## WHAT THIS TASK INVOLVES
Find the lines below that contain the string "عمرو". Copy each one.
══════
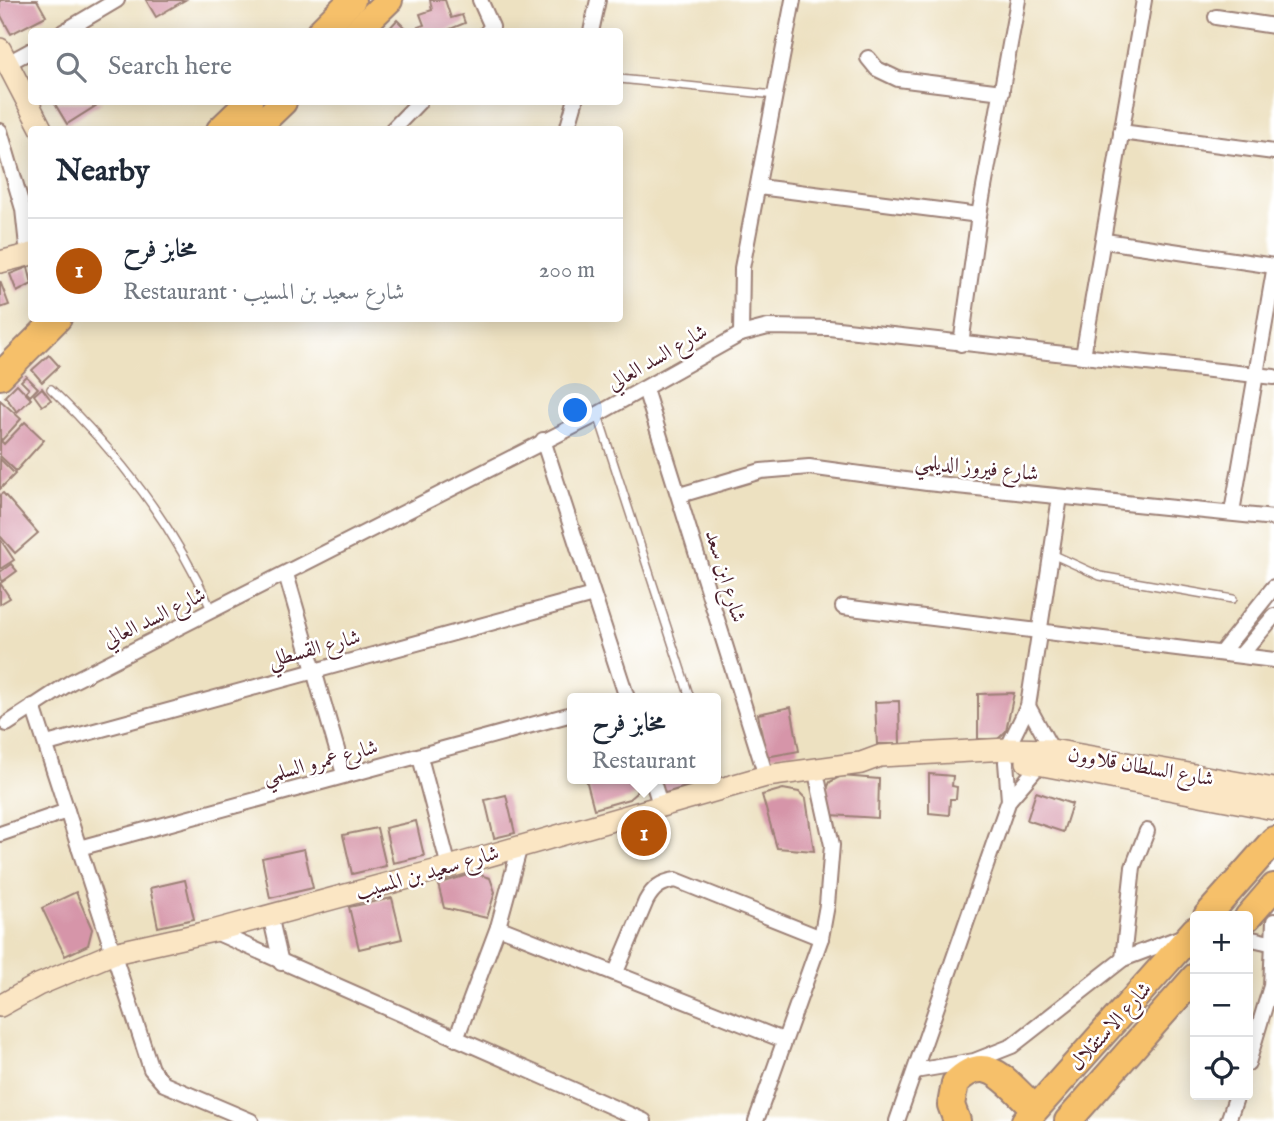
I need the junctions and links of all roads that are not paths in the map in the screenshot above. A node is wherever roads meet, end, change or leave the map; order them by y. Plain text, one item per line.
1 (117, 0) edge
2 (352, 0) edge
3 (389, 0) edge
4 (480, 0) edge
5 (598, 0) edge
6 (793, 0) edge
7 (1018, 0) edge
8 (1144, 0) edge
9 (1216, 17) dead end
10 (1274, 26) edge
11 (70, 28) edge
12 (324, 28) edge
13 (360, 28) edge
14 (490, 28) edge
15 (592, 28) edge
16 (28, 51) edge
17 (4, 56) edge
18 (868, 58) dead end
19 (623, 79) edge
20 (1002, 92) junction
21 (775, 95) junction
22 (28, 103) edge
23 (29, 105) edge
24 (246, 105) edge
25 (280, 105) edge
26 (416, 105) edge
27 (574, 105) edge
28 (40, 126) edge
29 (224, 126) edge
30 (258, 126) edge
31 (396, 126) edge
32 (568, 126) edge
33 (0, 131) edge
34 (1121, 132) junction
35 (1274, 152) edge
36 (759, 187) junction
37 (979, 215) junction
38 (1105, 241) junction
39 (23, 253) edge
40 (1274, 268) edge
41 (29, 322) edge
42 (54, 322) edge
43 (741, 334) junction
44 (961, 344) junction
45 (0, 354) edge
46 (1083, 356) junction
47 (1257, 375) junction
48 (0, 376) edge
49 (1274, 377) edge
50 (51, 389) dead end
51 (645, 389) junction
52 (598, 414) junction
53 (543, 440) junction
54 (680, 495) junction
55 (1060, 497) junction
56 (1232, 512) junction
57 (1274, 518) edge
58 (1051, 554) junction
59 (286, 574) junction
60 (1274, 587) edge
61 (593, 595) junction
62 (1233, 599) dead end
63 (843, 607) dead end
64 (213, 612) junction
65 (1274, 616) edge
66 (1039, 631) junction
67 (1221, 653) junction
68 (1241, 655) junction
69 (1272, 660) edge
70 (313, 670) junction
71 (625, 693) edge
72 (688, 693) edge
73 (33, 706) junction
74 (1028, 706) junction
75 (567, 715) edge
76 (7, 724) dead end
77 (47, 744) junction
78 (1007, 755) junction
79 (420, 757) junction
80 (1046, 757) junction
81 (1089, 764) junction
82 (814, 768) junction
83 (344, 774) junction
84 (766, 776) junction
85 (654, 784) edge
86 (1274, 789) edge
87 (1009, 800) junction
88 (661, 807) junction
89 (1274, 809) edge
90 (67, 811) junction
91 (1147, 831) dead end
92 (0, 834) edge
93 (1274, 840) edge
94 (520, 846) junction
95 (79, 848) junction
96 (449, 867) junction
97 (1274, 887) edge
98 (1212, 911) edge
99 (1253, 911) edge
100 (270, 915) junction
101 (1274, 922) edge
102 (498, 927) junction
103 (213, 931) junction
104 (1190, 932) edge
105 (821, 938) junction
106 (1253, 939) edge
107 (1274, 944) edge
108 (1163, 952) junction
109 (114, 953) junction
110 (1123, 959) junction
111 (281, 962) junction
112 (616, 972) junction
113 (1190, 983) edge
114 (0, 1006) edge
115 (456, 1039) junction
116 (783, 1040) junction
117 (1253, 1046) edge
118 (915, 1071) junction
119 (1235, 1100) edge
120 (1026, 1111) edge
121 (251, 1121) edge
122 (644, 1121) edge
123 (756, 1121) edge
124 (897, 1121) edge
125 (957, 1121) edge
126 (1068, 1121) edge
127 (1228, 1121) edge

1 - 11 street
2 - 12 highway
3 - 13 highway
4 - 14 street
5 - 15 street
6 - 21 street
7 - 20 street
8 - 34 street
9 - 10 street
16 - 17 street
17 - 22 street
18 - 20 street
19 - 21 lane
20 - 37 street
21 - 36 street
23 - 28 street
24 - 29 highway
25 - 30 highway
26 - 31 street
27 - 32 street
33 - 39 street
34 - 35 street
34 - 38 street
36 - 37 street
36 - 43 street
37 - 44 street
38 - 40 street
38 - 46 street
40 - 47 street
41 - 45 highway
42 - 48 highway
43 - 44 street, شارع السد العالي
43 - 51 street, شارع السد العالي
44 - 46 street, شارع السد العالي
46 - 47 street, شارع السد العالي
47 - 49 street, شارع السد العالي
47 - 56 street
50 - 64 lane
51 - 52 street, شارع السد العالي
51 - 54 street, شارع ابن سعد
52 - 53 street, شارع السد العالي
52 - 72 lane
53 - 59 street, شارع السد العالي
53 - 61 street
54 - 55 street, شارع فيروز الديلمي
54 - 84 street, شارع ابن سعد
55 - 56 street, شارع فيروز الديلمي
55 - 58 street
56 - 57 street, شارع فيروز الديلمي
58 - 62 lane
58 - 66 street
59 - 64 street, شارع السد العالي
59 - 70 street
60 - 67 street
61 - 70 street, شارع القسطلي
61 - 71 street
63 - 66 street
64 - 73 street, شارع السد العالي
65 - 68 street
66 - 67 street
66 - 74 street
67 - 68 street
68 - 69 street
70 - 77 street, شارع القسطلي
70 - 83 street
73 - 76 street, شارع السد العالي
73 - 77 street
74 - 78 street
74 - 80 street
75 - 79 street, شارع عمرو السلمي
77 - 90 street
78 - 80 street, شارع السلطان قلاوون
78 - 82 street, شارع سعيد بن المسيب
78 - 87 street
79 - 83 street, شارع عمرو السلمي
79 - 96 street
80 - 81 street, شارع السلطان قلاوون
80 - 87 street
81 - 86 street, شارع السلطان قلاوون
81 - 89 street, شارع السلطان قلاوون
82 - 84 street, شارع سعيد بن المسيب
82 - 105 street
83 - 95 street, شارع عمرو السلمي
84 - 88 street, شارع سعيد بن المسيب
85 - 88 street
87 - 118 street
88 - 94 street, شارع سعيد بن المسيب
90 - 92 street
90 - 95 street
91 - 110 street
93 - 98 highway, شارع الاستقلال
94 - 96 street, شارع سعيد بن المسيب
94 - 102 street
95 - 109 street
96 - 100 street, شارع سعيد بن المسيب
97 - 99 highway
100 - 103 street, شارع سعيد بن المسيب
100 - 111 street
101 - 107 street
102 - 112 street
102 - 115 street
103 - 109 street, شارع سعيد بن المسيب
103 - 111 street
104 - 108 highway, شارع الاستقلال
105 - 112 street
105 - 116 street
106 - 107 street
107 - 117 street
108 - 110 street
108 - 120 highway, شارع الاستقلال
109 - 114 street, شارع سعيد بن المسيب
109 - 121 street
110 - 118 street
111 - 115 street
112 - 116 street
113 - 126 highway, شارع الاستقلال
115 - 122 street
116 - 123 street
118 - 124 street
119 - 127 street
120 - 125 highway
══════
## OUTPUT FOR THIS EXERCISE
75 - 79 street, شارع عمرو السلمي
79 - 83 street, شارع عمرو السلمي
83 - 95 street, شارع عمرو السلمي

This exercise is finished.